6. The software requirements modeling method based on a large artificial intelligence model as described in claim 5, characterized in that, The aforementioned demand model generation scheme is constructed by reading nodes and edges in the demand semantic knowledge graph and constructing the model based on the semantic category of the nodes and the association type of the edges.

7. The software requirements modeling method based on a large artificial intelligence model as described in claim 6, characterized in that, The process of obtaining structured prompts refers to extracting the model type, node semantics, relationship organization, and unconfirmed relationships from the requirement model generation scheme, and then filling them into the corresponding fields in the structured prompt word template to obtain structured prompts.

8. The software requirements modeling method based on a large artificial intelligence model as described in claim 7, characterized in that, The method of using structured prompts to drive the generation of a draft requirement model from a multimodal large model specifically includes: The structured prompts are submitted as input instructions to the multimodal large model; The multimodal large model performs forward inference computation based on the modeling task, modeling elements and modeling logic required in the structured prompts; Based on the pre-defined modeling language, the forward inference calculation results are organized into a draft requirement model.

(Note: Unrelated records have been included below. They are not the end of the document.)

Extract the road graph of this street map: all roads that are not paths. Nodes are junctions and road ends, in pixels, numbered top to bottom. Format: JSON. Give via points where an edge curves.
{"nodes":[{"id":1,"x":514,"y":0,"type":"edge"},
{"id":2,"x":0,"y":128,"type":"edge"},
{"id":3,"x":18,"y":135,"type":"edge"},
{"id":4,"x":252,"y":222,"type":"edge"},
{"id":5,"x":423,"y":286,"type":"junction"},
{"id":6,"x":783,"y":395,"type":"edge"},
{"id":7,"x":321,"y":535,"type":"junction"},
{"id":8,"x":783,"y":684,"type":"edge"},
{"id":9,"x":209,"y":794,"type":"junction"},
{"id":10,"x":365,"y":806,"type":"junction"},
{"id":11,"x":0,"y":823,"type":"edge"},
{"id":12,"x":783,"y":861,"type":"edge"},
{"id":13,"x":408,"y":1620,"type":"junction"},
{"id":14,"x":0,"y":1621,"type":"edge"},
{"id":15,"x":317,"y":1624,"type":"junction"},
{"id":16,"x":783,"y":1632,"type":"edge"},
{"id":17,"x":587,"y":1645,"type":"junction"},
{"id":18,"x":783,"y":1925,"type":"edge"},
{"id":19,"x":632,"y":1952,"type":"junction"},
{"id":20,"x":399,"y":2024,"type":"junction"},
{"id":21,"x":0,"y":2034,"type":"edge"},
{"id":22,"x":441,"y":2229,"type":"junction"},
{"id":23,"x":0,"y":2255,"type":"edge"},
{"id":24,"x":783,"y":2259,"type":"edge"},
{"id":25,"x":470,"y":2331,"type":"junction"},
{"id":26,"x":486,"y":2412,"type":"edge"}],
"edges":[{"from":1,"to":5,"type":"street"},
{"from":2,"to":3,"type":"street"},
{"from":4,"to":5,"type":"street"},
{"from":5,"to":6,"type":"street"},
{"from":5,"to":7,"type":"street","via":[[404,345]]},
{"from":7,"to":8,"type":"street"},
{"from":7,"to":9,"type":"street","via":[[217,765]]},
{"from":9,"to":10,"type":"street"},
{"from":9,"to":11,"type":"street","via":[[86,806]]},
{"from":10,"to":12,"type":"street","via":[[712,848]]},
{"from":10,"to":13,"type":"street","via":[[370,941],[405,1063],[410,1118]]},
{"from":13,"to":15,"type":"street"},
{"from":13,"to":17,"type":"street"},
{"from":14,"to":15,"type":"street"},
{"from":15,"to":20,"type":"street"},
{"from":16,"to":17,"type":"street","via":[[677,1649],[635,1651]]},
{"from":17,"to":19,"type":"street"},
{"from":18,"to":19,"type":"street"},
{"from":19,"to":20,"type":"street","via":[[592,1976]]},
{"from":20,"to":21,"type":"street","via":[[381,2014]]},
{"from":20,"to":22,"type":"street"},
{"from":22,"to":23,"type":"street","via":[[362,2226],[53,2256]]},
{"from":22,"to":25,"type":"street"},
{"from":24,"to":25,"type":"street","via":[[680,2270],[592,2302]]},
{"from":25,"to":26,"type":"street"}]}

9. The software requirements modeling method based on a large artificial intelligence model as described in claim 8, characterized in that, The rule compliance check on the draft demand model specifically includes: The requirement model draft is input into the formal rule checker, which performs syntax parsing on the requirement model draft and converts it into an internal abstract syntax tree representation. It iterates through each node of the internal abstract syntax tree, matching and logically judging the node's type, attributes, and relationships with preset rules one by one, recording all instances of rule violations, and generating an inspection result report.

10. The software requirements modeling method based on a large artificial intelligence model as described in claim 9, characterized in that, The step of performing iterative verification and correction loops based on the inspection results to obtain the target requirement model is as follows: Determine if the inspection result report is empty. If the inspection result report is empty, then use the current requirement model draft as the target requirement model. If the inspection result report is not empty, then based on the violation description in the inspection result report, locate the violation fragment in the requirement model draft and map it to the requirement semantic knowledge graph to obtain a local subgraph; Based on the violation descriptions and local sub-graphs in the inspection results report, generate correction instructions; Extract the prompt content corresponding to the violation fragment from the structured prompts, combine it with the correction instructions to form a corrected prompt, and use the corrected prompt to drive the multimodal large model to perform local regeneration to obtain the corrected violation fragment; The corrected violation fragments were then added back to the draft requirements model to form a new draft requirements model. The new draft demand model will undergo another rule compliance check until the check result report is empty.